Attack on Acala Network results in stolen 1.2 billion AUSD


In 2022, many stablecoins depegged from their dollar value. This year, various currencies, such as the Alpaca USD (AUSD) from the Polkadot network, dropped below a U.S. penny before recovering to around $0.95 within hours. According to reports, the Acala protocol was compromised, allowing an attacker to make 1.2 billion AUSD.

In addition to USDT, DAI, and a few others, several stablecoins experienced poor performance in terms of their U.S. dollar value throughout the year. The collapse of the Terra ecosystem resulted in the entire crypto-economy losing around $40 billion. Following the collapse of the Terra ecosystem, various other stablecoins, such as the Waves' Neutrino USD, Abracadabra's magic internet money, and Tron's USDD, dropped below $1.

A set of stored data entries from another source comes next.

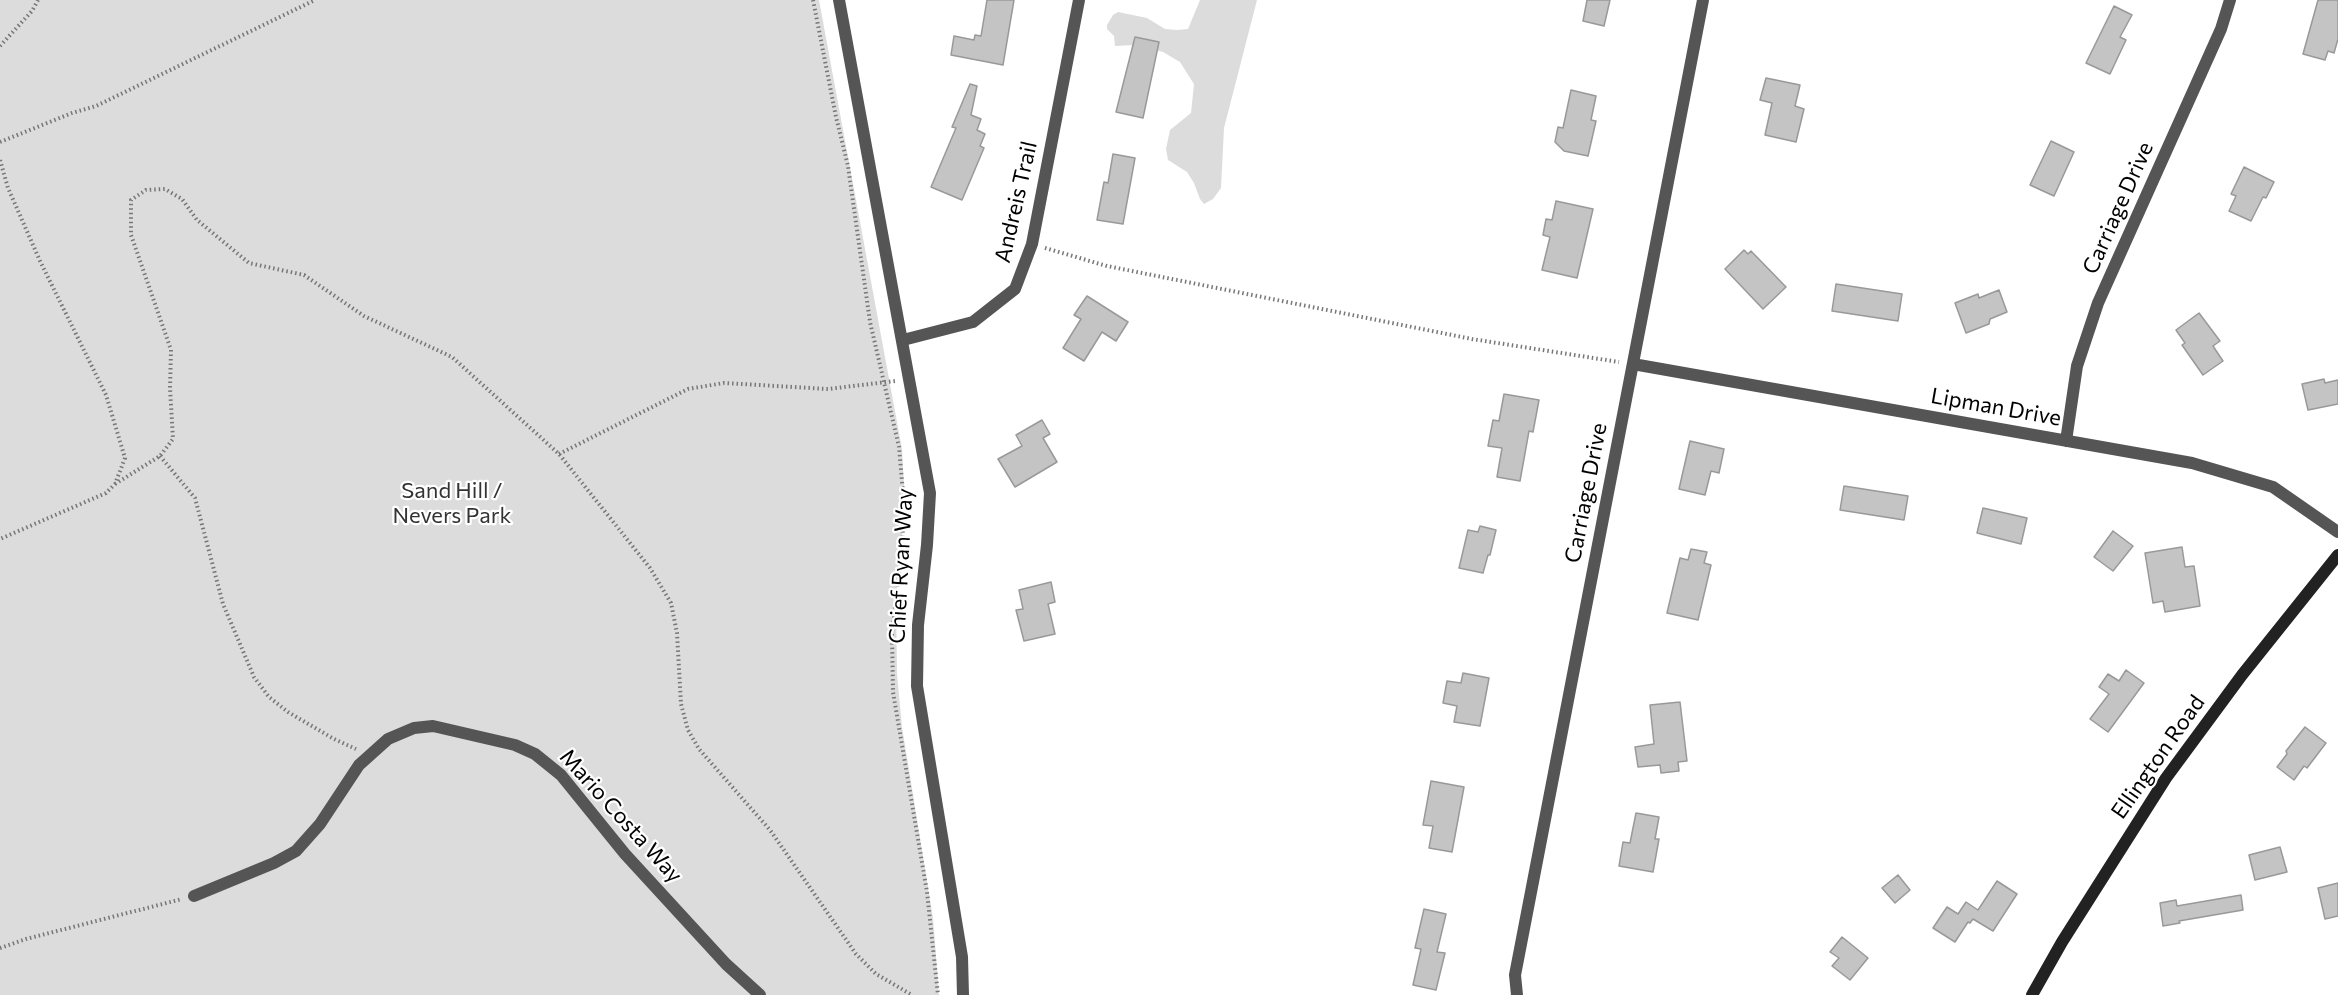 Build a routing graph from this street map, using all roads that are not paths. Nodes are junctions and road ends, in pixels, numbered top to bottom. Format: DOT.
graph roads {
  1 [pos="839,0"];
  2 [pos="1079,0"];
  3 [pos="1703,0"];
  4 [pos="2230,0"];
  5 [pos="903,340"];
  6 [pos="1633,364"];
  7 [pos="2066,441"];
  8 [pos="2338,532"];
  9 [pos="2338,555"];
  10 [pos="194,896"];
  11 [pos="760,995"];
  12 [pos="963,995"];
  13 [pos="1517,995"];
  14 [pos="2032,995"];
  1 -- 5 [label="street, Chief Ryan Way"];
  2 -- 5 [label="street, Andreis Trail"];
  3 -- 6 [label="street, Carriage Drive"];
  4 -- 7 [label="street, Carriage Drive"];
  5 -- 12 [label="street, Chief Ryan Way"];
  6 -- 7 [label="street, Lipman Drive"];
  6 -- 13 [label="street, Carriage Drive"];
  7 -- 8 [label="street, Lipman Drive"];
  9 -- 14 [label="main road, Ellington Road"];
  10 -- 11 [label="street, Mario Costa Way"];
} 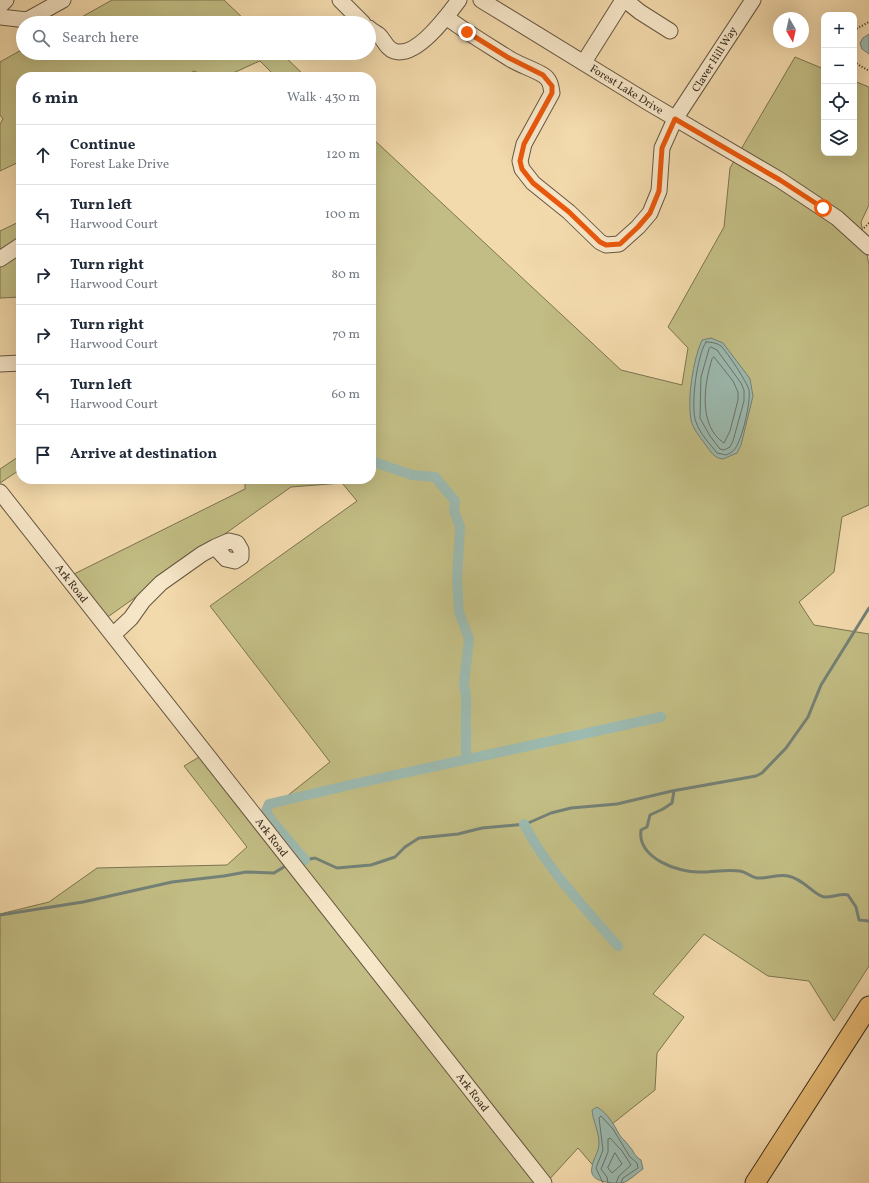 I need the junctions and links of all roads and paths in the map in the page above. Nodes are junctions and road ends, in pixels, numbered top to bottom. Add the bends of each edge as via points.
1 (6, 0) edge
2 (63, 0) edge
3 (340, 0) edge
4 (459, 0) edge
5 (481, 0) edge
6 (624, 0) edge
7 (753, 0) edge
8 (0, 6) edge
9 (0, 16) edge
10 (34, 16) edge
11 (356, 16) edge
12 (446, 17) junction
13 (16, 18) edge
14 (869, 22) edge
15 (857, 28) edge
16 (670, 31) dead end
17 (376, 33) edge
18 (584, 62) junction
19 (857, 64) edge
20 (869, 71) edge
21 (675, 119) junction
22 (869, 247) edge
23 (16, 248) edge
24 (0, 259) edge
25 (16, 363) edge
26 (0, 364) edge
27 (0, 492) edge
28 (215, 547) dead end
29 (113, 635) junction
30 (869, 1006) edge
31 (544, 1183) edge
32 (755, 1183) edge

1 - 8 street
2 - 10 street
3 - 11 street
4 - 12 street
5 - 18 street, Forest Lake Drive
6 - 16 street
6 - 18 street
7 - 21 street, Claver Hill Way
9 - 13 street
12 - 17 street via 417,47 395,52
12 - 21 street, Claver Hill Way via 548,80 552,86 552,93 524,144 522,169 533,183 606,245 620,244 650,213 659,191 662,148
14 - 15 path
18 - 21 street, Forest Lake Drive
19 - 20 path
21 - 22 street, Forest Lake Drive via 823,208
23 - 24 street
25 - 26 street
27 - 29 street, Ark Road
28 - 29 street via 161,583
29 - 31 street, Ark Road
30 - 32 main road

Although Terra's USTC never regained its $1 peg, other stablecoins, such as USDT, MIM, USDN, and USDD, all changed their dollar value to around 99 cents on August 14, 2022. On the same day, the Acala USD from the Polkadot network lost its dollar peg. According to data from coinmarketcap.com, the currency's price dropped to around $0.006383 on Sunday. After briefly rising to the upper range of the market's price, the price of the currency immediately fell to $0.01165.

Shortly before the value of AUSD started to plummet, the Acala Network announced on its Twitter page that it had detected a configuration issue affecting the Honzon protocol. The team behind the project then decided to suspend the network's operations to investigate and resolve the issue.

In response to the issue, Changpeng Zhao, the CEO of cryptocurrency exchange Binance, revealed on Twitter that the ACALA protocol had been compromised. He said the attacker's wallet reportedly held over a billion AUSD.

97/100
Multibank Review
Visit Site
96/100
Capital.com Review
Visit Site
96/100
Markets.com Review
Visit Site

'Misconfiguration' results in error mints

Multiple reports claimed that a hacker could access the Acala network and successfully make 1.2 billion AUSD. This caused the stablecoin to de-pegate. However, hours later, Acala revealed that the issue was caused by a misconfiguration in the liquidity pool of the iBTC network. The team also said that the issue resulted in a significant amount of AUSD mistakenly minted.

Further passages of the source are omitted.